Problem description :: Scan the records for "stream". Show the matching lines.

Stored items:
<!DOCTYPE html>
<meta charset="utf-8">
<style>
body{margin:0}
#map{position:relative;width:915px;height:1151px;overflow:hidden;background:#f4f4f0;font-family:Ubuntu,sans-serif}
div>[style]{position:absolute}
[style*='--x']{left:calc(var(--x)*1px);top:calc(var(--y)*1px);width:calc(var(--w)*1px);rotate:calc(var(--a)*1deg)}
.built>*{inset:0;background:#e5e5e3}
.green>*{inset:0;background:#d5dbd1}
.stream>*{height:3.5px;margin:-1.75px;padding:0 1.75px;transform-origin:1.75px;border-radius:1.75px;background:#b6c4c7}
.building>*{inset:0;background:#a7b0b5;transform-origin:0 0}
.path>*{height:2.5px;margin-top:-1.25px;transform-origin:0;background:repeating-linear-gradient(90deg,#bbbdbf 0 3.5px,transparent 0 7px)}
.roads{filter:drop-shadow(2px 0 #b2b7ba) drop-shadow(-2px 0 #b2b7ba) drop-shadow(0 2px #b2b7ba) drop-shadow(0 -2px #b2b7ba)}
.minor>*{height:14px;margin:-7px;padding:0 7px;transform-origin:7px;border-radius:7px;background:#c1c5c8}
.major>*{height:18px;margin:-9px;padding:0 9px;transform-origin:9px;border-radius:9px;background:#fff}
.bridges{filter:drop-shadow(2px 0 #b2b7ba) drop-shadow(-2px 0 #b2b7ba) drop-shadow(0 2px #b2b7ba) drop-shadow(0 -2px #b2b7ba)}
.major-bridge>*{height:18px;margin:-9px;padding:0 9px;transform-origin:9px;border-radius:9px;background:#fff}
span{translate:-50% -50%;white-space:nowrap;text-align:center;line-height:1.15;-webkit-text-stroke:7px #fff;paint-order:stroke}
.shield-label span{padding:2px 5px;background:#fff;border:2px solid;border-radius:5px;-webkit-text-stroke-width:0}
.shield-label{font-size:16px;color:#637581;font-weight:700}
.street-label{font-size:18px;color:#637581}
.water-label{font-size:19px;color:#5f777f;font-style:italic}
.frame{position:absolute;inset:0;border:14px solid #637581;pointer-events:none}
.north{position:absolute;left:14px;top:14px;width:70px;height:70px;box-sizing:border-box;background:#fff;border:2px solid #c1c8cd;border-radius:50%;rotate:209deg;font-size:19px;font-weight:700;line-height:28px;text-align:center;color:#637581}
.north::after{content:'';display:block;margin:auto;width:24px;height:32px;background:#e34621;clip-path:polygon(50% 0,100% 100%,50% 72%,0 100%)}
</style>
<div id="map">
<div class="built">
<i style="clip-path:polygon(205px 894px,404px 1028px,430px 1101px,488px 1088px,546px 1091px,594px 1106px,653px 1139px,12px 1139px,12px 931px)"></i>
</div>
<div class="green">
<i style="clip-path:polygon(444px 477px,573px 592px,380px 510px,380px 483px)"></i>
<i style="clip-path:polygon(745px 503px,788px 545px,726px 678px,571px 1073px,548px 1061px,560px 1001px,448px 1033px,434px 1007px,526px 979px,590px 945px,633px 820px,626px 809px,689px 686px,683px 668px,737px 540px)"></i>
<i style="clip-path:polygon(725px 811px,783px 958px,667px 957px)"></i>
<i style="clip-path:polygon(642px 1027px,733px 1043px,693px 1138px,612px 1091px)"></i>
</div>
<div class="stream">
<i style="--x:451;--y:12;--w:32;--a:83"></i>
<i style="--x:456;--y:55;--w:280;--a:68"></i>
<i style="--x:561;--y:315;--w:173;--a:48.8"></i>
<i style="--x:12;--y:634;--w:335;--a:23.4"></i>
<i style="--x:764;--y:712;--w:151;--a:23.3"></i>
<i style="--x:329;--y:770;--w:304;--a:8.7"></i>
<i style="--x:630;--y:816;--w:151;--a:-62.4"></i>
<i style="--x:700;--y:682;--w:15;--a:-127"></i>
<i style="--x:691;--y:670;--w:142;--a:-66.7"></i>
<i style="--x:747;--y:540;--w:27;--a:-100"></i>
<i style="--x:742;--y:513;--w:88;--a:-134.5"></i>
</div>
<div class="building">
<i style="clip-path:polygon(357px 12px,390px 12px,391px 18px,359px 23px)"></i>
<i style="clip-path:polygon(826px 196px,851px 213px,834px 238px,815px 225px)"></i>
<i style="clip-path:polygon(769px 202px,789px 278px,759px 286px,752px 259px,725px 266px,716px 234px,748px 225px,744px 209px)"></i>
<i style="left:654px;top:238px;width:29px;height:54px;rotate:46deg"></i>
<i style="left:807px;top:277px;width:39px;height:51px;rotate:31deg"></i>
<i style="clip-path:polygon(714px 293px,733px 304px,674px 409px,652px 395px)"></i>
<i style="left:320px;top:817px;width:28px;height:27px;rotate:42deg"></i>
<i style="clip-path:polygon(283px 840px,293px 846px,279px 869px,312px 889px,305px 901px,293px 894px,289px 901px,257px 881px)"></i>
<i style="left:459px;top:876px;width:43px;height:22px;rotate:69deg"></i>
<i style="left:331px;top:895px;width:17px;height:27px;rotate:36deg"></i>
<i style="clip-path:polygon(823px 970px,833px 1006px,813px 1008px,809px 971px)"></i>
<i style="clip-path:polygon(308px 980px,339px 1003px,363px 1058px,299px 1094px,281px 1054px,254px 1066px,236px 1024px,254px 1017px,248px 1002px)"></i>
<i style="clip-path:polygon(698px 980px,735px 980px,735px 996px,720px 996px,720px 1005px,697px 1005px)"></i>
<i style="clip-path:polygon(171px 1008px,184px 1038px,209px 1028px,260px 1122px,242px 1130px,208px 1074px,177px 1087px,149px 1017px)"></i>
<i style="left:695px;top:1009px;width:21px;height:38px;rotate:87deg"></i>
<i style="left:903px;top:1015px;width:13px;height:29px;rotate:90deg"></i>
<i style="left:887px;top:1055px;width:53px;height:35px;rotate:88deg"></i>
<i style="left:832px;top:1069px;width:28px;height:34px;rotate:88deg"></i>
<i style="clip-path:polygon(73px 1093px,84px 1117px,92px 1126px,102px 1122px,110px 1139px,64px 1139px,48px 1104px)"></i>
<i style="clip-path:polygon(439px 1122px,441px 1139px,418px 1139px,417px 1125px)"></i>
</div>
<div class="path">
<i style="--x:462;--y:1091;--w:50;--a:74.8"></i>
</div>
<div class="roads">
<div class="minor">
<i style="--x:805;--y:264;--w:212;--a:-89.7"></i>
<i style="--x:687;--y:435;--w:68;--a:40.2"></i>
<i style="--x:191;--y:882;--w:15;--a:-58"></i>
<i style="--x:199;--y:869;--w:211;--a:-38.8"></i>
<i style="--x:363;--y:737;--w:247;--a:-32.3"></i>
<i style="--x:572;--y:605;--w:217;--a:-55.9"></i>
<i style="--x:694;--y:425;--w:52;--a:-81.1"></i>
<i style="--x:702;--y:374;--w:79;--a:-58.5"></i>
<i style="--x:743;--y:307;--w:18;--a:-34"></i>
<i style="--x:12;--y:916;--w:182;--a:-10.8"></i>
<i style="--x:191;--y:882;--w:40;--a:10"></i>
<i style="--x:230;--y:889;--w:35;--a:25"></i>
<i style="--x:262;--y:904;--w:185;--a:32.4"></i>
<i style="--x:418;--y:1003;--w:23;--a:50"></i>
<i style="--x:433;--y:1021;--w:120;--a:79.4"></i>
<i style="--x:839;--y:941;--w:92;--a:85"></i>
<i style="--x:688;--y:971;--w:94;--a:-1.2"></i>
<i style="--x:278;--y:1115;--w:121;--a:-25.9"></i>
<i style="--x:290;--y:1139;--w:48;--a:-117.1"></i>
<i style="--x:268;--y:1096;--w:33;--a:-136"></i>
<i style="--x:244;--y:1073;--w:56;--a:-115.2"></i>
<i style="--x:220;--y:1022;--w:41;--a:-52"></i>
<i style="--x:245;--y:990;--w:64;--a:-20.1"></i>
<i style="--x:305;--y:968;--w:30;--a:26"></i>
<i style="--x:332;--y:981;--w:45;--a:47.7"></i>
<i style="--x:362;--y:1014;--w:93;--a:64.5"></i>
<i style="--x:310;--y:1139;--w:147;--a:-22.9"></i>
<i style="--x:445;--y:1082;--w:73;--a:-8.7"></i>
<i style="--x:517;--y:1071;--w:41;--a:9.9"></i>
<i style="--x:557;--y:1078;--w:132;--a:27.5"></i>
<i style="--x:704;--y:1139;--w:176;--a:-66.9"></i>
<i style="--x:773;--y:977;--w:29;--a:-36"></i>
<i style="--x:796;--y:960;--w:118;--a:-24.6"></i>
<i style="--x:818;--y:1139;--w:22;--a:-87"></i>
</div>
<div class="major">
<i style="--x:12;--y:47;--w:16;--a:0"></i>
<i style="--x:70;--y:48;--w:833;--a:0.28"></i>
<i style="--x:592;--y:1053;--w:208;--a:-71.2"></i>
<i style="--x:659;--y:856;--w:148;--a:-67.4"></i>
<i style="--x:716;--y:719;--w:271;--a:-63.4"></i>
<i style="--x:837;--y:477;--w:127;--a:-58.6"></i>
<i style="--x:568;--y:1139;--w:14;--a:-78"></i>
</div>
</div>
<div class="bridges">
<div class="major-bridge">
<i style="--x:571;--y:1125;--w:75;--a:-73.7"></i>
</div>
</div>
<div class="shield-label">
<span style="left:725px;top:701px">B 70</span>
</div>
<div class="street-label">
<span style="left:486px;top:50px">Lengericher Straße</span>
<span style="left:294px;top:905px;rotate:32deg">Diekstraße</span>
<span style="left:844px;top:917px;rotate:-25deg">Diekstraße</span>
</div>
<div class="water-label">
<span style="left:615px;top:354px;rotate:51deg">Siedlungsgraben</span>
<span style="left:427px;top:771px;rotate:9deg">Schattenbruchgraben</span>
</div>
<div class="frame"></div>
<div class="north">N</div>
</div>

Response to the exercise ::
.stream>*{height:3.5px;margin:-1.75px;padding:0 1.75px;transform-origin:1.75px;border-radius:1.75px;background:#b6c4c7}
<div class="stream">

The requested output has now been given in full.